He was stepping a little carefully the other day, and I noticed his toes were packed with mud and other "stuff" so I cleaned that out. When I did, the little piece of sole came off on one side, like the original softer sole that normally wears off. Since the foot didn't touch the ground for so long, and he's kept in soft bedding and grassy pen, I think it just never wore off. The sole on other toe was loose, but he acted ouchy when I picked at the edge, so I am letting it come off on it's own. Was worried about the break being sore, but I think it was his foot. He seems better there now, back to being a crazy run around fool.
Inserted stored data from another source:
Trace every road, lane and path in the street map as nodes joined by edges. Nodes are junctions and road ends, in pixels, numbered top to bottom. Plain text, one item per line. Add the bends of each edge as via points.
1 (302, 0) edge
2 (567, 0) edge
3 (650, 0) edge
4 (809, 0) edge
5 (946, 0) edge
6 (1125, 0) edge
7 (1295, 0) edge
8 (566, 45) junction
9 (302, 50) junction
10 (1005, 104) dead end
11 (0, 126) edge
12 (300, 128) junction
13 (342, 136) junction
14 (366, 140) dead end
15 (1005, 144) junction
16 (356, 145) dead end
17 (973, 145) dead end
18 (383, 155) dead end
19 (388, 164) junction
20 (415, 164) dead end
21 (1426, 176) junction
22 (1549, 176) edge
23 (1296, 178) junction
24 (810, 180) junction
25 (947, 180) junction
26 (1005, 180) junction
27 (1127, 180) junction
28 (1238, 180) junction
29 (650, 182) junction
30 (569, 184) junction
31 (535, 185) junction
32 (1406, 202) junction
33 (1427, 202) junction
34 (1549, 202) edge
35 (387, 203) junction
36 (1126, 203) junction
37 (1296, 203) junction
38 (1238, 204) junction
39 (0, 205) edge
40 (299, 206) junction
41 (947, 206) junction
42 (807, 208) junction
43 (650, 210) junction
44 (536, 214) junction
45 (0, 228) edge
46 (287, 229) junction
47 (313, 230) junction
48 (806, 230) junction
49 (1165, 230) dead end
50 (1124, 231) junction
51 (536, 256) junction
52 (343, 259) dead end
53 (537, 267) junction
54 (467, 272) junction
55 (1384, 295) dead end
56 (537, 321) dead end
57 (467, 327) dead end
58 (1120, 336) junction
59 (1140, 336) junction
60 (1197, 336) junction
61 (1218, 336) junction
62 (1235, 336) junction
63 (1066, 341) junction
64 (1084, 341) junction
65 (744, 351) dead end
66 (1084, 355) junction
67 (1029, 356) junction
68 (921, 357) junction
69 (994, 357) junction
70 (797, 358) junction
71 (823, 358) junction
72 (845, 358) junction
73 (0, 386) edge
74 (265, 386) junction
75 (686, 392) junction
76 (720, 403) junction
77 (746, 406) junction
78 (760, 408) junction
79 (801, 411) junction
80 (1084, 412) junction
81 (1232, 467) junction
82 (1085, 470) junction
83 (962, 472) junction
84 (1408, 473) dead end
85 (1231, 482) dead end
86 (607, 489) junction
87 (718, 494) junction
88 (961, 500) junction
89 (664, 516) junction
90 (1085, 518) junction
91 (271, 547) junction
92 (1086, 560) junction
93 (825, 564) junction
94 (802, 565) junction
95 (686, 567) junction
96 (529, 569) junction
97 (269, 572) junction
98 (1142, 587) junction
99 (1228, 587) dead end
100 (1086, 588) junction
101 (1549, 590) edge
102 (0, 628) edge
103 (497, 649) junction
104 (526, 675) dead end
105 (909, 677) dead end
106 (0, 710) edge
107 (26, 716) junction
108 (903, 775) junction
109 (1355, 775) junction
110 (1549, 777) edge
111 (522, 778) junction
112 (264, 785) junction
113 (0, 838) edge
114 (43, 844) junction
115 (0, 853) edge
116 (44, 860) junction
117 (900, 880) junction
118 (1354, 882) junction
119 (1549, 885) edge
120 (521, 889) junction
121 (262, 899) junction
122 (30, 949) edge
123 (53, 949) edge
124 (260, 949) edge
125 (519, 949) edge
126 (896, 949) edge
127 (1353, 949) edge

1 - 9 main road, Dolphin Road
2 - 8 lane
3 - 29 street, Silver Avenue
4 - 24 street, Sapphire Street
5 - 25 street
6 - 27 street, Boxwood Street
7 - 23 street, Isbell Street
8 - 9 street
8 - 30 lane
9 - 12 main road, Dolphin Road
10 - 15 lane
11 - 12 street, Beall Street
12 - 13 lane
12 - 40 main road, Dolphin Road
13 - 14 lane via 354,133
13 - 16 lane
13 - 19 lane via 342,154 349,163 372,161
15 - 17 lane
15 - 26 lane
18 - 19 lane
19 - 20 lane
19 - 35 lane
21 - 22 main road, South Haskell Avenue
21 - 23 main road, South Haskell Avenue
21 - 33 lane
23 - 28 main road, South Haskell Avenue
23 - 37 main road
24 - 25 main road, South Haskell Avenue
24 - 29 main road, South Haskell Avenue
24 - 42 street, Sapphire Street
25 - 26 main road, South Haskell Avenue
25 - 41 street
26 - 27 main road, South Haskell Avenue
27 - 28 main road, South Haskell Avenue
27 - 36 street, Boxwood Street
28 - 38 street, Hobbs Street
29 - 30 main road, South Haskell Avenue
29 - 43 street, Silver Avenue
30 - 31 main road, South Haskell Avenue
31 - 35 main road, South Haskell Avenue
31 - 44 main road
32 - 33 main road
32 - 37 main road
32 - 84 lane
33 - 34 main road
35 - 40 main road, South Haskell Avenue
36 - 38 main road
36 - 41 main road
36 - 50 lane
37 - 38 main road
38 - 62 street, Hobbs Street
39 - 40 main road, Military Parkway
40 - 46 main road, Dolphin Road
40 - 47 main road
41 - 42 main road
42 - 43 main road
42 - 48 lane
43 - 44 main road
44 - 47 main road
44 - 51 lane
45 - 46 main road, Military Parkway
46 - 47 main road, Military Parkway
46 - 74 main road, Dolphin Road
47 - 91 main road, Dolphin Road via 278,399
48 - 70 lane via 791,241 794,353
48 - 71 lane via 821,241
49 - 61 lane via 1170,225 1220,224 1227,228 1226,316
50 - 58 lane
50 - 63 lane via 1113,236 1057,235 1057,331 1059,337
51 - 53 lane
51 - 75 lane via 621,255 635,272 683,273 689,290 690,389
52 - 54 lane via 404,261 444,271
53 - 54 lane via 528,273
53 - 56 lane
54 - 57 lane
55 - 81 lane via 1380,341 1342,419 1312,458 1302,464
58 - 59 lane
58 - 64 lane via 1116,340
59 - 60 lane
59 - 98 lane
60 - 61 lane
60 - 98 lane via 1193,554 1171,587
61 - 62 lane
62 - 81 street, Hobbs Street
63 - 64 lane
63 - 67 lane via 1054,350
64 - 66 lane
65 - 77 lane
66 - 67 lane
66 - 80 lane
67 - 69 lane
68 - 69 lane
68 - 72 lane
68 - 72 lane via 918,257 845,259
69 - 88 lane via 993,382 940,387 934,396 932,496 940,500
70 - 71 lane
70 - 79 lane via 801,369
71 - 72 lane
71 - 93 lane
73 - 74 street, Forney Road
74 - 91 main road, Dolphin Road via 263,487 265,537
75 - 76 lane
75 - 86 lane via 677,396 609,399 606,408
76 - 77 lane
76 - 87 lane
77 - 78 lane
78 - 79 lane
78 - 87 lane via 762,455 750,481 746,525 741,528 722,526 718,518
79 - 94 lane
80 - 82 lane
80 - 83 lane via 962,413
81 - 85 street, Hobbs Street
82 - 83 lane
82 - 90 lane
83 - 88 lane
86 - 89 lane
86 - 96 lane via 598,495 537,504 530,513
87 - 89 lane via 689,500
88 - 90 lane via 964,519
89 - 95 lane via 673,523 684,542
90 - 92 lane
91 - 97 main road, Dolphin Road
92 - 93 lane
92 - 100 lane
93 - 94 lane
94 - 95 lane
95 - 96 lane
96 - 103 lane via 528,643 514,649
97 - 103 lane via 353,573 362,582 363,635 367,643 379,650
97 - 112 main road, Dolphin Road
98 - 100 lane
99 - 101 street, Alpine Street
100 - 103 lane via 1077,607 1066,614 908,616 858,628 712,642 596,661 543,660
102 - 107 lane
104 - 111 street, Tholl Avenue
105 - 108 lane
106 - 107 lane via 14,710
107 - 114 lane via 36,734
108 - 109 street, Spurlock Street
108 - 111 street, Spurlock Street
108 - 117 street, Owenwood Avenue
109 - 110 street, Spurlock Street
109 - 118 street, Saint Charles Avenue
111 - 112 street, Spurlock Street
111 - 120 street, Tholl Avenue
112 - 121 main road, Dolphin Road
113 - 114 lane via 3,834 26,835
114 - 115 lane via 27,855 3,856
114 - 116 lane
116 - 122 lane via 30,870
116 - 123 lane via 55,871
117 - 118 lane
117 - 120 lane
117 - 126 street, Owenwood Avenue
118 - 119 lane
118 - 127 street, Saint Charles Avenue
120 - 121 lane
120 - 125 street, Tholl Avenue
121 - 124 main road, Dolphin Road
My bf wants me to let him out in the bigger pen, but I feel like vet is right with confinement still. I'm afraid he'd pull a Casey's Shadow, blow himself out and injure the leg before it's fully built back up. The lump is still there on the inside where break healed crooked, but seems to be straightening some. His toes all have new growth that's coming in at a straighter angle than the original hoof he was born with, kind of like your fingernail will have a ridge sometimes when you've run a fever? Hoping this is a good thing too!

You can google Thomas Schroeder splint and see plenty of pictures of it being used on dogs. There's also one really good page that shows it on a calf. It's hard to explain....pictures online show much better. Here's a link to my facebook album which is public, so hope you can see the pictures!
https://www.facebook.com/media/set/?set=a.1006349846042408.1073741856.100000022073191&type=1&l=95a8c270cd


----------



## ferret13sj (Feb 2, 2014)

http://foresthillfarmiowa.com/the-schroeder-thomas-splint/

The link someone shared above, post #7 I believe, is the heifer with the not good ending. This link is a happier story on a smaller calf


----------



## ferret13sj (Feb 2, 2014)

Here's a video from couple weeks ago. His leg has built up more since.

https://www.facebook.com/shelleyjones13/videos/1009662275711165/?l=8749321612643055919


----------



## ksfarmer68 (Jul 23, 2015)

It really comes down to this. Is he mobile? From the video he looks to be. Second as he puts on weight is that going to become a problem? Time will tell on that one. If he isn't in pain and is healthy keep working with him. Unfortunately I would guess that he will hit a point in growth were he will have issues with weight on that injury. You probably should have a game plan on what to do if that happens.


----------